-- Data shown follows --
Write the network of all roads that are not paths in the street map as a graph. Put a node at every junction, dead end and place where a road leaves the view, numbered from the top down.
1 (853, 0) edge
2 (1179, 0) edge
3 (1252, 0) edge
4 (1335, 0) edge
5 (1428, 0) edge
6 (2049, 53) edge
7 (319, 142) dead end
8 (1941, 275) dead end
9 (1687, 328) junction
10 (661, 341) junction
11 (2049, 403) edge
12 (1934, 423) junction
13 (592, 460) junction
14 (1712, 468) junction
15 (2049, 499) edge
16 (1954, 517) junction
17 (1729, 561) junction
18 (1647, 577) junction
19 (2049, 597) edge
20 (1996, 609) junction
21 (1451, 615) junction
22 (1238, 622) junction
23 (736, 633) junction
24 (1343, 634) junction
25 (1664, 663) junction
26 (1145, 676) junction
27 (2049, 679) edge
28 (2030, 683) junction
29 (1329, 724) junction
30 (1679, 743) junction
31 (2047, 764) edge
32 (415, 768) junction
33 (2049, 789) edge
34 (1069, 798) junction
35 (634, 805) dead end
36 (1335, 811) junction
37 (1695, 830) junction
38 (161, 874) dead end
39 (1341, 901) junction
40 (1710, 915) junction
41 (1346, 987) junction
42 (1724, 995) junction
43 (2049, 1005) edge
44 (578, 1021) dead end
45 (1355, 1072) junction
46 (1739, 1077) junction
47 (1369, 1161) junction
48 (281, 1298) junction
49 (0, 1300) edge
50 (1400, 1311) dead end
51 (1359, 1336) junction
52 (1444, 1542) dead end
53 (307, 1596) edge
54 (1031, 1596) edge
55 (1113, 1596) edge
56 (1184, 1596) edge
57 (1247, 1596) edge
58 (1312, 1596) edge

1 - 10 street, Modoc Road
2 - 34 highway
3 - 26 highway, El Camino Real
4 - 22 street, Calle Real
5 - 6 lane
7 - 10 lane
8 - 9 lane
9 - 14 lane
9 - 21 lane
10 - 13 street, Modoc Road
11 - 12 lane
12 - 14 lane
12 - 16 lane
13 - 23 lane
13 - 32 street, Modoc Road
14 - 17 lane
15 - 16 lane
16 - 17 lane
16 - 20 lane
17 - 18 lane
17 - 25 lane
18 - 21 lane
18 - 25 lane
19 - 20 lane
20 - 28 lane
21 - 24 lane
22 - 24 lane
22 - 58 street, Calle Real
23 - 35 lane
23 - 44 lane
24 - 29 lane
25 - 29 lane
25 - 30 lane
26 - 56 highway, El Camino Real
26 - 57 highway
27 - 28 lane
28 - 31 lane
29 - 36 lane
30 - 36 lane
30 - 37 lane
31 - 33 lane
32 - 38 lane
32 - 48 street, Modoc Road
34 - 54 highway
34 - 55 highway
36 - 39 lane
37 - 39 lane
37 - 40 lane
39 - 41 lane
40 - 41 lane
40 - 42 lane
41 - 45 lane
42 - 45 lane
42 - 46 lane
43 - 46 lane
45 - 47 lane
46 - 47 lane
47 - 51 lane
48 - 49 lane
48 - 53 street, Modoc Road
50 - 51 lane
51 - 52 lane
-- Data shown concluded --
▶ [Exercise instructions] Write out each line exactly, as it is shown above.

▶ [Output of the task]
Write the network of all roads that are not paths in the street map as a graph. Put a node at every junction, dead end and place where a road leaves the view, numbered from the top down.
1 (853, 0) edge
2 (1179, 0) edge
3 (1252, 0) edge
4 (1335, 0) edge
5 (1428, 0) edge
6 (2049, 53) edge
7 (319, 142) dead end
8 (1941, 275) dead end
9 (1687, 328) junction
10 (661, 341) junction
11 (2049, 403) edge
12 (1934, 423) junction
13 (592, 460) junction
14 (1712, 468) junction
15 (2049, 499) edge
16 (1954, 517) junction
17 (1729, 561) junction
18 (1647, 577) junction
19 (2049, 597) edge
20 (1996, 609) junction
21 (1451, 615) junction
22 (1238, 622) junction
23 (736, 633) junction
24 (1343, 634) junction
25 (1664, 663) junction
26 (1145, 676) junction
27 (2049, 679) edge
28 (2030, 683) junction
29 (1329, 724) junction
30 (1679, 743) junction
31 (2047, 764) edge
32 (415, 768) junction
33 (2049, 789) edge
34 (1069, 798) junction
35 (634, 805) dead end
36 (1335, 811) junction
37 (1695, 830) junction
38 (161, 874) dead end
39 (1341, 901) junction
40 (1710, 915) junction
41 (1346, 987) junction
42 (1724, 995) junction
43 (2049, 1005) edge
44 (578, 1021) dead end
45 (1355, 1072) junction
46 (1739, 1077) junction
47 (1369, 1161) junction
48 (281, 1298) junction
49 (0, 1300) edge
50 (1400, 1311) dead end
51 (1359, 1336) junction
52 (1444, 1542) dead end
53 (307, 1596) edge
54 (1031, 1596) edge
55 (1113, 1596) edge
56 (1184, 1596) edge
57 (1247, 1596) edge
58 (1312, 1596) edge

1 - 10 street, Modoc Road
2 - 34 highway
3 - 26 highway, El Camino Real
4 - 22 street, Calle Real
5 - 6 lane
7 - 10 lane
8 - 9 lane
9 - 14 lane
9 - 21 lane
10 - 13 street, Modoc Road
11 - 12 lane
12 - 14 lane
12 - 16 lane
13 - 23 lane
13 - 32 street, Modoc Road
14 - 17 lane
15 - 16 lane
16 - 17 lane
16 - 20 lane
17 - 18 lane
17 - 25 lane
18 - 21 lane
18 - 25 lane
19 - 20 lane
20 - 28 lane
21 - 24 lane
22 - 24 lane
22 - 58 street, Calle Real
23 - 35 lane
23 - 44 lane
24 - 29 lane
25 - 29 lane
25 - 30 lane
26 - 56 highway, El Camino Real
26 - 57 highway
27 - 28 lane
28 - 31 lane
29 - 36 lane
30 - 36 lane
30 - 37 lane
31 - 33 lane
32 - 38 lane
32 - 48 street, Modoc Road
34 - 54 highway
34 - 55 highway
36 - 39 lane
37 - 39 lane
37 - 40 lane
39 - 41 lane
40 - 41 lane
40 - 42 lane
41 - 45 lane
42 - 45 lane
42 - 46 lane
43 - 46 lane
45 - 47 lane
46 - 47 lane
47 - 51 lane
48 - 49 lane
48 - 53 street, Modoc Road
50 - 51 lane
51 - 52 lane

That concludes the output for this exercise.